Martin Wolf, CBE, est rédacteur en chef adjoint et commentateur économique en chef au Financial Times de Londres. Il a étudié à l’université d’Oxford, tout d’abord la littérature classique puis la philosophie, les sciences politiques et l’économie. Au début de sa carrière, il a occupé le poste d’économiste senior à la Banque mondiale et a travaillé au Kenya, en Zambie et en Inde. En 1981, il est devenu directeur des études au Trade Policy Research Centre de Londres. Il a rejoint le Financial Times en 1987. De juin 2010 à septembre 2011, il a été membre de la Commission indépendante sur les banques (ICB) mise en place par le gouvernement britannique, et il est membre de l’International Media Council du Forum économique mondial.

Martin Wolf est membre honoraire du Nuffield College et du Corpus Christi College de l’université d’Oxford, ainsi que du King's College de Londres et professeur honoraire de l’université de Nottingham. Il est titulaire de nombreux doctorats honoris causa, dont le plus récent lui a été décerné par l’université de Leuven (2018). En 2014, il a été University Global Fellow à l’université Columbia de New York (États-Unis), et Senior Fellow de politique économique mondiale au sein de la School of International Public Affairs de cette même institution.

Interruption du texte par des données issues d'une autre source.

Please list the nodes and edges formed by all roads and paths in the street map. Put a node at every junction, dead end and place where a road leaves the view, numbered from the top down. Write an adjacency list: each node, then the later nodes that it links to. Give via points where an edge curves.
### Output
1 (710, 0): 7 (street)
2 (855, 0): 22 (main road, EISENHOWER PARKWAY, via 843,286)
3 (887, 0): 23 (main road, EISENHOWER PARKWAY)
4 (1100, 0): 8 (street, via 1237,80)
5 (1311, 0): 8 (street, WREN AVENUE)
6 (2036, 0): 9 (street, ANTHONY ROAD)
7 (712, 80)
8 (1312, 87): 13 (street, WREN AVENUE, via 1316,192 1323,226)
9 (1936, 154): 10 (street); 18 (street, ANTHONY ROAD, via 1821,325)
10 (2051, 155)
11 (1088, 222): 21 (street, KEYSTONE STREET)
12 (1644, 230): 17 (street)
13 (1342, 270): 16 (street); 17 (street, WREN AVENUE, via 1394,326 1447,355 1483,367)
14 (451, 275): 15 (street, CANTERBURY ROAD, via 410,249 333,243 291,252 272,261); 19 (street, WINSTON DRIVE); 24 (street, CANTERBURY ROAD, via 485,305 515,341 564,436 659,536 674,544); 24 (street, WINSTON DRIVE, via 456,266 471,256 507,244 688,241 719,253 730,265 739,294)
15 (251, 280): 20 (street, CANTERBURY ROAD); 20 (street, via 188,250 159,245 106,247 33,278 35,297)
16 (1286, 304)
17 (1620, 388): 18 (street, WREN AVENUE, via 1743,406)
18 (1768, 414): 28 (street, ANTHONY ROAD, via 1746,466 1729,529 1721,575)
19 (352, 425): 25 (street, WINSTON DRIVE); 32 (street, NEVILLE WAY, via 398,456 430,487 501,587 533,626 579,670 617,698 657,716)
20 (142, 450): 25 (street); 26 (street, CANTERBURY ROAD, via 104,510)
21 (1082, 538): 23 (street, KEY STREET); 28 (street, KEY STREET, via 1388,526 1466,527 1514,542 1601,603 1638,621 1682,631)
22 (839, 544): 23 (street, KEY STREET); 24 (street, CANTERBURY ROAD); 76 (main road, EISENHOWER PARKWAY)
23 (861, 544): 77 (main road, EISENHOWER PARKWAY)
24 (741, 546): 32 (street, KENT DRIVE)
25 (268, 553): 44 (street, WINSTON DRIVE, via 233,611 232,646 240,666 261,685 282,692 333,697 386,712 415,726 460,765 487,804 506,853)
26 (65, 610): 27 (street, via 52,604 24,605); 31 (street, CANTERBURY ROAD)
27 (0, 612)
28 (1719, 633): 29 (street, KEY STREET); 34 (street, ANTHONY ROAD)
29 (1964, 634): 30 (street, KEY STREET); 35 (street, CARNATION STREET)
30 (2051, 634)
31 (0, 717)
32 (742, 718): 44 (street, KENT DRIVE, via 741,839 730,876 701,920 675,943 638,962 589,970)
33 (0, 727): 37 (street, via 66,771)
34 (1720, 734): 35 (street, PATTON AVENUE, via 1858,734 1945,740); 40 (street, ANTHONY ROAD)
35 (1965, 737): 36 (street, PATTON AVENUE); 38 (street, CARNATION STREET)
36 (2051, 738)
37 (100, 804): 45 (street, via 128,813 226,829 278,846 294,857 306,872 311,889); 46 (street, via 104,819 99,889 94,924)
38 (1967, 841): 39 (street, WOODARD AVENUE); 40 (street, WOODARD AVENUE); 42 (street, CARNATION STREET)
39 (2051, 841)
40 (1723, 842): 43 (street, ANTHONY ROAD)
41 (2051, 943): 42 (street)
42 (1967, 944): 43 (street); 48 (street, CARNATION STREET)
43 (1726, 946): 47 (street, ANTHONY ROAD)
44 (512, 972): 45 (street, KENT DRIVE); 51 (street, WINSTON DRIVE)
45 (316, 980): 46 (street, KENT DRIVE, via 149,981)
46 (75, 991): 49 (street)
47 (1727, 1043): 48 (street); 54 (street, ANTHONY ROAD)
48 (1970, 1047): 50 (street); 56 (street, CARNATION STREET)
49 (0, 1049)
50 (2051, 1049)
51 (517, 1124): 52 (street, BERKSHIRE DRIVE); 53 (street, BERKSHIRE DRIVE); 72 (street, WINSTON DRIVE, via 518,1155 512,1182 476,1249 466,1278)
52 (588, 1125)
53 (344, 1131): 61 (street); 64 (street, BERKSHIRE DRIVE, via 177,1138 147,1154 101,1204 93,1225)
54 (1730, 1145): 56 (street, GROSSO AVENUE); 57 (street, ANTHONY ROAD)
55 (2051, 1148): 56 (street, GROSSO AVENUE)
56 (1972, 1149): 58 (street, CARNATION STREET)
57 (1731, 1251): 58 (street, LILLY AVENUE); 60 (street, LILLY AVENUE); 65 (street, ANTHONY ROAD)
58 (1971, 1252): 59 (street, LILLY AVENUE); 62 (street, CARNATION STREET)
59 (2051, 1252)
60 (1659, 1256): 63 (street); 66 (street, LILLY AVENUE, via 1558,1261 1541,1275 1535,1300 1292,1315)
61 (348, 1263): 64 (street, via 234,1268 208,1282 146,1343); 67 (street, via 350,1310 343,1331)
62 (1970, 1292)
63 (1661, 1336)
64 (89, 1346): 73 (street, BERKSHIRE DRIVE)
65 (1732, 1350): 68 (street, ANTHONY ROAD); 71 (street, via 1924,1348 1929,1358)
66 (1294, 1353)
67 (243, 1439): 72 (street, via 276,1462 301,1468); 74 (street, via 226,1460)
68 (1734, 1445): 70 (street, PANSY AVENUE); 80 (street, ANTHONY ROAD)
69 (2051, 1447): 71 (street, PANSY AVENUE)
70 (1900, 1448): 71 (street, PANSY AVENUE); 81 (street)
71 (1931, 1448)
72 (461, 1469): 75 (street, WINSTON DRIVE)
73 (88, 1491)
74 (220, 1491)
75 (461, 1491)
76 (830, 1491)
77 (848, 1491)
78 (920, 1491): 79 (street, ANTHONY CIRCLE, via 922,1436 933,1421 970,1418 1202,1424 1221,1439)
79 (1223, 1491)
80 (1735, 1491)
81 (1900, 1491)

Le professeur Wolf a figuré plusieurs fois sur la liste des « 100 plus grands penseurs mondiaux » établie par la revue Foreign Policy. Il a publié de nombreux ouvrages, dont Why Globalization Works (2004), Fixing Global Finance (2008, 2010) et The Shifts and the Shocks: What we've learned - and have still to learn - from the financial crisis (2014).